If a line in the entries includes "Varnbäcksvägen", show that line.

[Saved data entries]
________________________

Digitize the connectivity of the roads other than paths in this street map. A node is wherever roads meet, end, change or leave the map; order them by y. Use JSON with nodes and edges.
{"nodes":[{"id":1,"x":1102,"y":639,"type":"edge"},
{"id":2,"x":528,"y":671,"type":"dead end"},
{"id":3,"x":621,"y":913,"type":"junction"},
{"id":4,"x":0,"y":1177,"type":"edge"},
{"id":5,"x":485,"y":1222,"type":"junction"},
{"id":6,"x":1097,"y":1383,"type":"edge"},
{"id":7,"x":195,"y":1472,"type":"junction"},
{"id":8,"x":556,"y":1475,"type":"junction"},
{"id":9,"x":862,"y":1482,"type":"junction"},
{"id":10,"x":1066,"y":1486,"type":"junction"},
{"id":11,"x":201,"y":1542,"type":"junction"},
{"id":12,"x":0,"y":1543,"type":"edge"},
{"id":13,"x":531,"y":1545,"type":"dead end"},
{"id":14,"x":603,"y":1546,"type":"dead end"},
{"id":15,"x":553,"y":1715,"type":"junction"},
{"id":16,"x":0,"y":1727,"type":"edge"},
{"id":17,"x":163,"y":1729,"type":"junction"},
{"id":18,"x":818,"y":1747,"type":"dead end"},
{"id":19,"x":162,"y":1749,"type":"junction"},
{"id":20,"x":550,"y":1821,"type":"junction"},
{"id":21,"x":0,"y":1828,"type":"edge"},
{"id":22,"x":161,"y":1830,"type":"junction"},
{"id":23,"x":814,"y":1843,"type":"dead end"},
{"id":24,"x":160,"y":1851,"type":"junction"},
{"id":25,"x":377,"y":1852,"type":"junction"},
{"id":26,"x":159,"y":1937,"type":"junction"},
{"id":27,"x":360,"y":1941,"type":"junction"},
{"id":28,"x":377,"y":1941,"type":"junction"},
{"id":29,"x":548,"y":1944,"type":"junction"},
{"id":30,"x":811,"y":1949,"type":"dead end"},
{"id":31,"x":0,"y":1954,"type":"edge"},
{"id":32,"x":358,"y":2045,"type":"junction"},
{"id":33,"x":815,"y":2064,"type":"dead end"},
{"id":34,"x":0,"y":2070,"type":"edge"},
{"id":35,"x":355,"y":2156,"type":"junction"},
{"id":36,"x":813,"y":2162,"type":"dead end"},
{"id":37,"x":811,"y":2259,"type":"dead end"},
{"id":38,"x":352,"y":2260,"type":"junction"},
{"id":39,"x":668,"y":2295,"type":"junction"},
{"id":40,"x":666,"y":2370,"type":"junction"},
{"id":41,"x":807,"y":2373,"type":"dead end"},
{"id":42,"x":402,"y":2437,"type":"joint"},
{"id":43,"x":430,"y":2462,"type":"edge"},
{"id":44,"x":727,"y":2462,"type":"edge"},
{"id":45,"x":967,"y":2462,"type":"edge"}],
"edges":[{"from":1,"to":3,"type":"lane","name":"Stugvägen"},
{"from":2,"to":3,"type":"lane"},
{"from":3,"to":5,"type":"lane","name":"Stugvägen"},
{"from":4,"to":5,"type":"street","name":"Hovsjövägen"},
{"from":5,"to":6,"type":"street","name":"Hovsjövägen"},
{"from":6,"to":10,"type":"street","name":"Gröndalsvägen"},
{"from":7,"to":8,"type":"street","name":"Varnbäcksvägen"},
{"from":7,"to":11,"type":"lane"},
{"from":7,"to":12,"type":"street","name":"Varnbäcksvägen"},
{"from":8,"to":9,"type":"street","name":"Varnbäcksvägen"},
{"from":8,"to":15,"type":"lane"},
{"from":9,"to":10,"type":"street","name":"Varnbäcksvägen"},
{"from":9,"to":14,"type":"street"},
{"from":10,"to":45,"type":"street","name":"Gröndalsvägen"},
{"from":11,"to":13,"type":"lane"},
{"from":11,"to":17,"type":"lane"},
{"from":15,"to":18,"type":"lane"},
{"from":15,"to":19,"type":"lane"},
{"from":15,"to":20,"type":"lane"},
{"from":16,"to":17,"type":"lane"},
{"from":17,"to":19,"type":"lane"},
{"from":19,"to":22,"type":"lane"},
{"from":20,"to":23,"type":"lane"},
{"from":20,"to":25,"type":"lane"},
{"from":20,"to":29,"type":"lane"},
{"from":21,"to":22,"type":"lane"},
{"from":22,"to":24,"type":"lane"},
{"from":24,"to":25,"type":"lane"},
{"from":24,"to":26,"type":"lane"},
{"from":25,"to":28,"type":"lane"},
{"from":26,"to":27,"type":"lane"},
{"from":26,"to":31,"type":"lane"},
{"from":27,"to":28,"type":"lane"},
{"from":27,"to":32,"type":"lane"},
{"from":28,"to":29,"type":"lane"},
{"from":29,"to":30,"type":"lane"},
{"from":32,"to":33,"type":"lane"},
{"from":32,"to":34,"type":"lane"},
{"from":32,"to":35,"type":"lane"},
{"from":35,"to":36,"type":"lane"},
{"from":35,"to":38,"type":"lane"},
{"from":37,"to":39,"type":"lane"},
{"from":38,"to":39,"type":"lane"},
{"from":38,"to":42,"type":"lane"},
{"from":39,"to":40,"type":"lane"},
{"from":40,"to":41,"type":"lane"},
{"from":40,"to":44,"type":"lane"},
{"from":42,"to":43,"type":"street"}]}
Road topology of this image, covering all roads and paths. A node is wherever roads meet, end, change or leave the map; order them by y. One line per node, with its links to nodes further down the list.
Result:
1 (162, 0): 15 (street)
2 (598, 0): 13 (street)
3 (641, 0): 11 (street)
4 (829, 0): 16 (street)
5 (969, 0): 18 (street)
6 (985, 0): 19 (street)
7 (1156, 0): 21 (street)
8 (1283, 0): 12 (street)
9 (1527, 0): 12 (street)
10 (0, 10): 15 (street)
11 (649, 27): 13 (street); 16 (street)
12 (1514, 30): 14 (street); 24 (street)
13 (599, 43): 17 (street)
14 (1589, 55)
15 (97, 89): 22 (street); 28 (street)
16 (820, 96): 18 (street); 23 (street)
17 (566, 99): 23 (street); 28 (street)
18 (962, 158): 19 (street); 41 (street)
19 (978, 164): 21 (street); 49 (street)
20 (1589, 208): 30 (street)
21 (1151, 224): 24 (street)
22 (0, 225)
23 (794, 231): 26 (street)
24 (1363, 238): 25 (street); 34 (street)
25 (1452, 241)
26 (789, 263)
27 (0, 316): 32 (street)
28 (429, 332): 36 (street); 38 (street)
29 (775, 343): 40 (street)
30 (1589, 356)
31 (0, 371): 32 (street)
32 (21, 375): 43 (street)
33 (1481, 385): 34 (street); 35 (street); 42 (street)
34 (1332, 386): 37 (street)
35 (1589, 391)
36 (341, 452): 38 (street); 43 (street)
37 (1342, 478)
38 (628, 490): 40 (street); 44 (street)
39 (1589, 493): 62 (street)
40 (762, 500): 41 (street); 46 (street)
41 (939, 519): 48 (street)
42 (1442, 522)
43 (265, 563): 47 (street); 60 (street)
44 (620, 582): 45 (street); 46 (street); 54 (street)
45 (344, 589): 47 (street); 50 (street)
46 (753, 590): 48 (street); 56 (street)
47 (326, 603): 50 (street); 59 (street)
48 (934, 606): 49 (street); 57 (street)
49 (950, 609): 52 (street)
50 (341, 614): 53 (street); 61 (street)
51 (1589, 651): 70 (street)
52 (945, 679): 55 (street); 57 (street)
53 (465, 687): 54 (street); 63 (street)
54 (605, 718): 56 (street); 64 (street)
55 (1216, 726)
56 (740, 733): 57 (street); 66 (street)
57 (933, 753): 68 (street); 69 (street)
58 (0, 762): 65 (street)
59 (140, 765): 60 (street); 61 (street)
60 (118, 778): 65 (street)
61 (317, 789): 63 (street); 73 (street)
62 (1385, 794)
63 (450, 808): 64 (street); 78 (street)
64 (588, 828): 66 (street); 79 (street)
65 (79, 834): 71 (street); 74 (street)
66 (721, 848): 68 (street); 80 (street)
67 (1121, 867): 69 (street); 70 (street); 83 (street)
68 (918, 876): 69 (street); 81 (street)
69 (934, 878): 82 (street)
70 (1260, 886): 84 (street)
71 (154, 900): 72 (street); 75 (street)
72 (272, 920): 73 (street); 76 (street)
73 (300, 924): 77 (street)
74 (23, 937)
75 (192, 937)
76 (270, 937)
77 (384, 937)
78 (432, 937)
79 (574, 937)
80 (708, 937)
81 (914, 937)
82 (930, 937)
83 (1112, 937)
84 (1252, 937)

________________________

■ ANSWER
{"from":7,"to":8,"type":"street","name":"Varnbäcksvägen"},
{"from":7,"to":12,"type":"street","name":"Varnbäcksvägen"},
{"from":8,"to":9,"type":"street","name":"Varnbäcksvägen"},
{"from":9,"to":10,"type":"street","name":"Varnbäcksvägen"},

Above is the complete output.